3.  My brother got B and I both UT snuggies. It was hilarious. They are burnt orange and tacky and wonderful.

4.  My future MIL also got me a beautiful Clutch that I just love. It is so me and I never would have splurged for it myself.


5. B and I got each other our wedding rings - ok we said we were going to get them, but we have yet to actually go get them - We've tried them on, now we just need to go pay for them!


Did you get any Christmas presents that you just love?!

Tuesday, January 1, 2013

2012



2012 has been the most amazing year yet.  As I do every year - I will re-cap the year with the answering of a few questions:


Where did you begin 2012? In Houston with B!

What was your status by Valentine's Day?  I am happy and in love with B - not engaged yet!

Were you in school this year? nope.

Did you have any encounters with the police? nope.

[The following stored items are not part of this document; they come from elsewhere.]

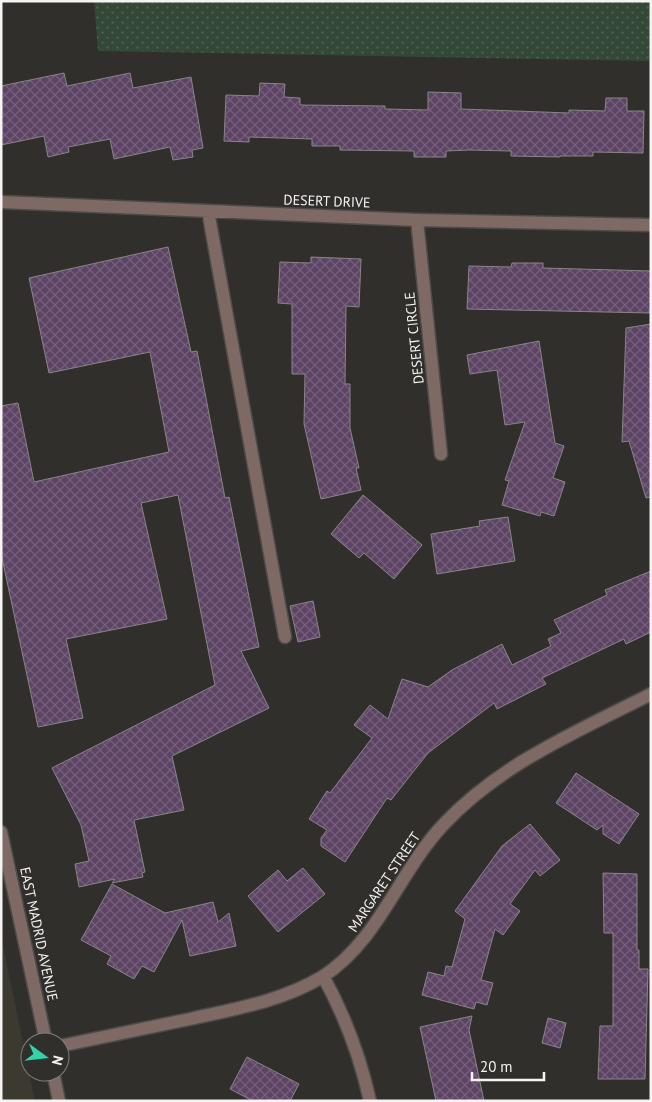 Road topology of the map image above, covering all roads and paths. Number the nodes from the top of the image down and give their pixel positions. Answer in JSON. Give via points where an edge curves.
{"nodes":[{"id":1,"x":1,"y":202,"type":"edge"},
{"id":2,"x":208,"y":211,"type":"junction"},
{"id":3,"x":417,"y":220,"type":"junction"},
{"id":4,"x":651,"y":225,"type":"edge"},
{"id":5,"x":441,"y":454,"type":"dead end"},
{"id":6,"x":285,"y":637,"type":"dead end"},
{"id":7,"x":651,"y":694,"type":"edge"},
{"id":8,"x":1,"y":832,"type":"edge"},
{"id":9,"x":323,"y":976,"type":"junction"},
{"id":10,"x":44,"y":1032,"type":"edge"},
{"id":11,"x":70,"y":1044,"type":"edge"},
{"id":12,"x":55,"y":1082,"type":"edge"},
{"id":13,"x":59,"y":1101,"type":"edge"},
{"id":14,"x":370,"y":1101,"type":"edge"}],
"edges":[{"from":1,"to":2,"type":"street","name":"DESERT DRIVE"},
{"from":2,"to":3,"type":"street","name":"DESERT DRIVE"},
{"from":2,"to":6,"type":"street"},
{"from":3,"to":4,"type":"street","name":"DESERT DRIVE"},
{"from":3,"to":5,"type":"street","name":"DESERT CIRCLE"},
{"from":7,"to":9,"type":"street","name":"MARGARET STREET","via":[[506,771],[463,805],[420,853],[359,945]]},
{"from":8,"to":10,"type":"street","name":"EAST MADRID AVENUE"},
{"from":9,"to":11,"type":"street","name":"MARGARET STREET","via":[[289,993],[249,1006]]},
{"from":9,"to":14,"type":"street","via":[[348,1026]]},
{"from":12,"to":13,"type":"street"}]} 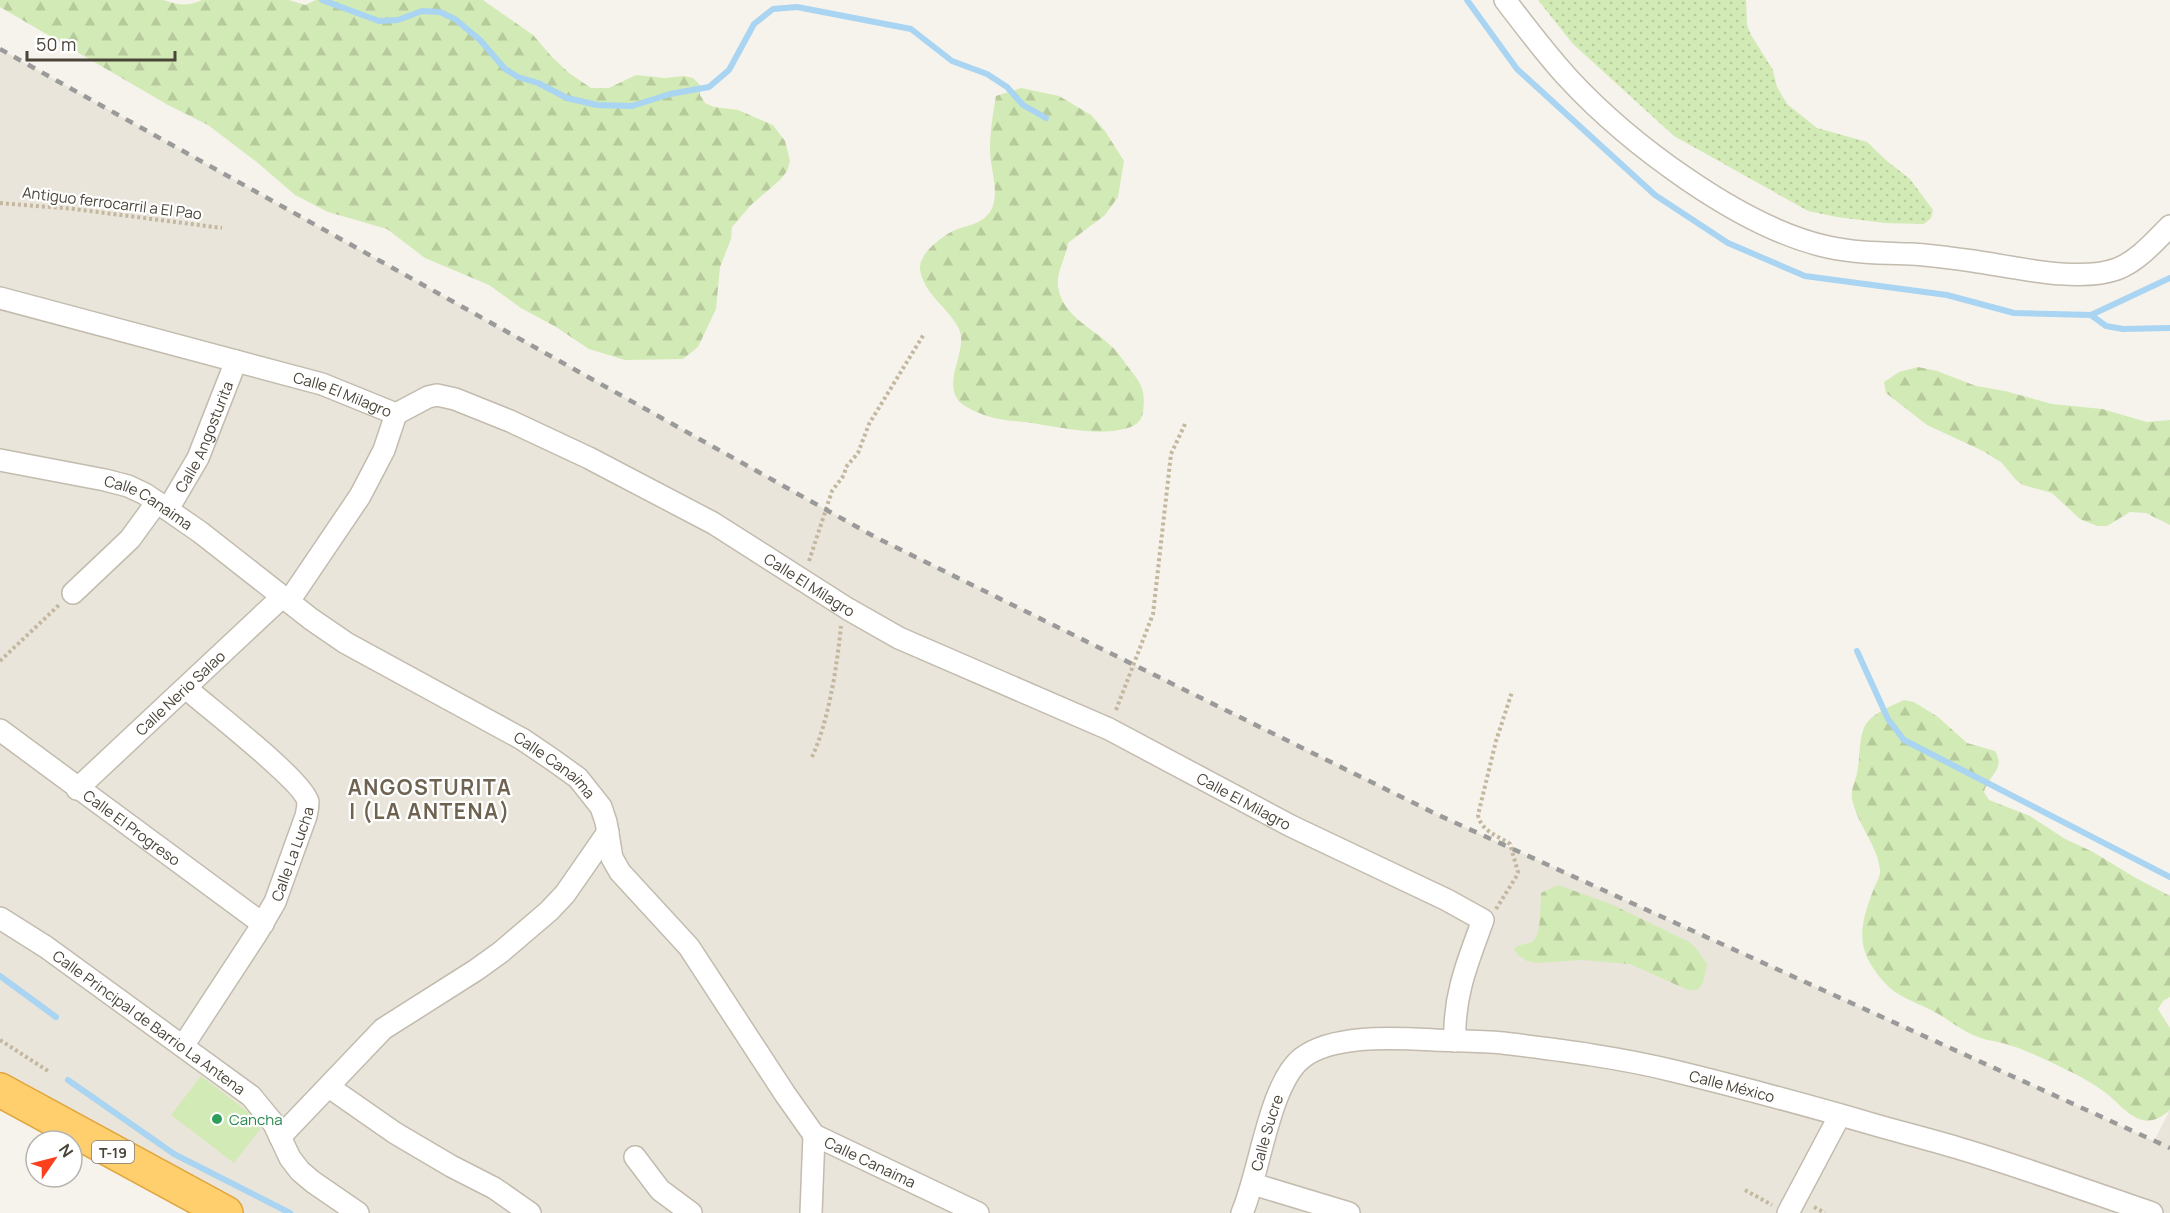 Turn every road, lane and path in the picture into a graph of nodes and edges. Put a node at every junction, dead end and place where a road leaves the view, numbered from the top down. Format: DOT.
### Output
graph roads {
  1 [pos="1505,0"];
  2 [pos="0,203"];
  3 [pos="2170,226"];
  4 [pos="222,228"];
  5 [pos="0,298"];
  6 [pos="924,334"];
  7 [pos="236,361"];
  8 [pos="396,414"];
  9 [pos="1186,422"];
  10 [pos="0,460"];
  11 [pos="163,506"];
  12 [pos="802,580"];
  13 [pos="73,593"];
  14 [pos="286,599"];
  15 [pos="848,609"];
  16 [pos="0,661"];
  17 [pos="186,688"];
  18 [pos="1512,692"];
  19 [pos="1109,729"];
  20 [pos="0,730"];
  21 [pos="812,756"];
  22 [pos="77,789"];
  23 [pos="608,832"];
  24 [pos="0,918"];
  25 [pos="1483,920"];
  26 [pos="263,924"];
  27 [pos="0,1040"];
  28 [pos="1455,1041"];
  29 [pos="183,1046"];
  30 [pos="1301,1059"];
  31 [pos="48,1071"];
  32 [pos="328,1087"];
  33 [pos="0,1090"];
  34 [pos="1840,1115"];
  35 [pos="814,1135"];
  36 [pos="280,1137"];
  37 [pos="636,1157"];
  38 [pos="1253,1184"];
  39 [pos="1745,1190"];
  40 [pos="1782,1210"];
  41 [pos="226,1213"];
  42 [pos="358,1213"];
  43 [pos="530,1213"];
  44 [pos="691,1213"];
  45 [pos="811,1213"];
  46 [pos="978,1213"];
  47 [pos="1242,1213"];
  48 [pos="1349,1213"];
  49 [pos="2152,1213"];
  1 -- 3 [label="street"];
  2 -- 4 [label="path, Antiguo ferrocarril a El Pao"];
  5 -- 7 [label="street, Calle El Milagro"];
  6 -- 12 [label="path"];
  7 -- 8 [label="street, Calle El Milagro"];
  7 -- 11 [label="street, Calle Angosturita"];
  8 -- 12 [label="street, Calle El Milagro"];
  8 -- 14 [label="street, Calle Nerio Salao"];
  9 -- 19 [label="path"];
  10 -- 11 [label="street, Calle Canaima"];
  11 -- 13 [label="street, Calle Angosturita"];
  11 -- 14 [label="street, Calle Canaima"];
  12 -- 15 [label="street, Calle El Milagro"];
  13 -- 16 [label="path"];
  14 -- 17 [label="street, Calle Nerio Salao"];
  14 -- 23 [label="street, Calle Canaima"];
  15 -- 19 [label="street, Calle El Milagro"];
  15 -- 21 [label="path"];
  17 -- 22 [label="street, Calle Nerio Salao"];
  17 -- 26 [label="street, Calle La Lucha"];
  18 -- 25 [label="path"];
  19 -- 25 [label="street, Calle El Milagro"];
  20 -- 22 [label="street, Calle El Progreso"];
  22 -- 26 [label="street, Calle El Progreso"];
  23 -- 32 [label="street"];
  23 -- 35 [label="street, Calle Canaima"];
  24 -- 29 [label="street, Calle Principal de Barrio La Antena"];
  25 -- 28 [label="street"];
  26 -- 29 [label="street, Calle La Lucha"];
  27 -- 31 [label="path"];
  28 -- 30 [label="street, Calle México"];
  28 -- 34 [label="street, Calle México"];
  29 -- 36 [label="street, Calle Principal de Barrio La Antena"];
  30 -- 38 [label="street, Calle Sucre"];
  32 -- 36 [label="street"];
  32 -- 43 [label="street"];
  33 -- 41 [label="highway, T-19"];
  34 -- 40 [label="street"];
  34 -- 49 [label="street, Calle México"];
  35 -- 45 [label="street"];
  35 -- 46 [label="street, Calle Canaima"];
  36 -- 42 [label="street, Calle Principal de Barrio La Antena"];
  37 -- 44 [label="street"];
  38 -- 47 [label="street, Calle Sucre"];
  38 -- 48 [label="street"];
  39 -- 40 [label="path"];
}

Where did you go on vacation? London. Big Bend.

What did you purchase that was over $500?  Roxy's vet bill!

Did you know anyone that got married? Yes - and I was in their wedding!

Did you know anyone who passed away? Not this year. 2011 was a hard year.

Did you move anywhere? no

What sporting events did you attend? Texans, Rockets

Where do you live?  Htown

What is the one thing you thought you would never do, but did, in 2012? Get engaged. Ok I thought it would happen - but wow. What an incredible feeling!

What has been your favorite moment? The moment B asked him to marry him. I think this will always be one of the top 10 moments in my life. For now - it is number one. The moment we say our vows, I know will replace this.

What was something you learned about yourself? I learned it is ok to be vulnerable. It is ok to let others help you. I also learned that Cancer sucks.

Any new additions to your family? May of 2013 I will gain an entire 2nd half of a family!

Get a new job? nope

How old did you turn this year?  30. It is a good age.


I truly feel so blessed to have such an amazing life!!!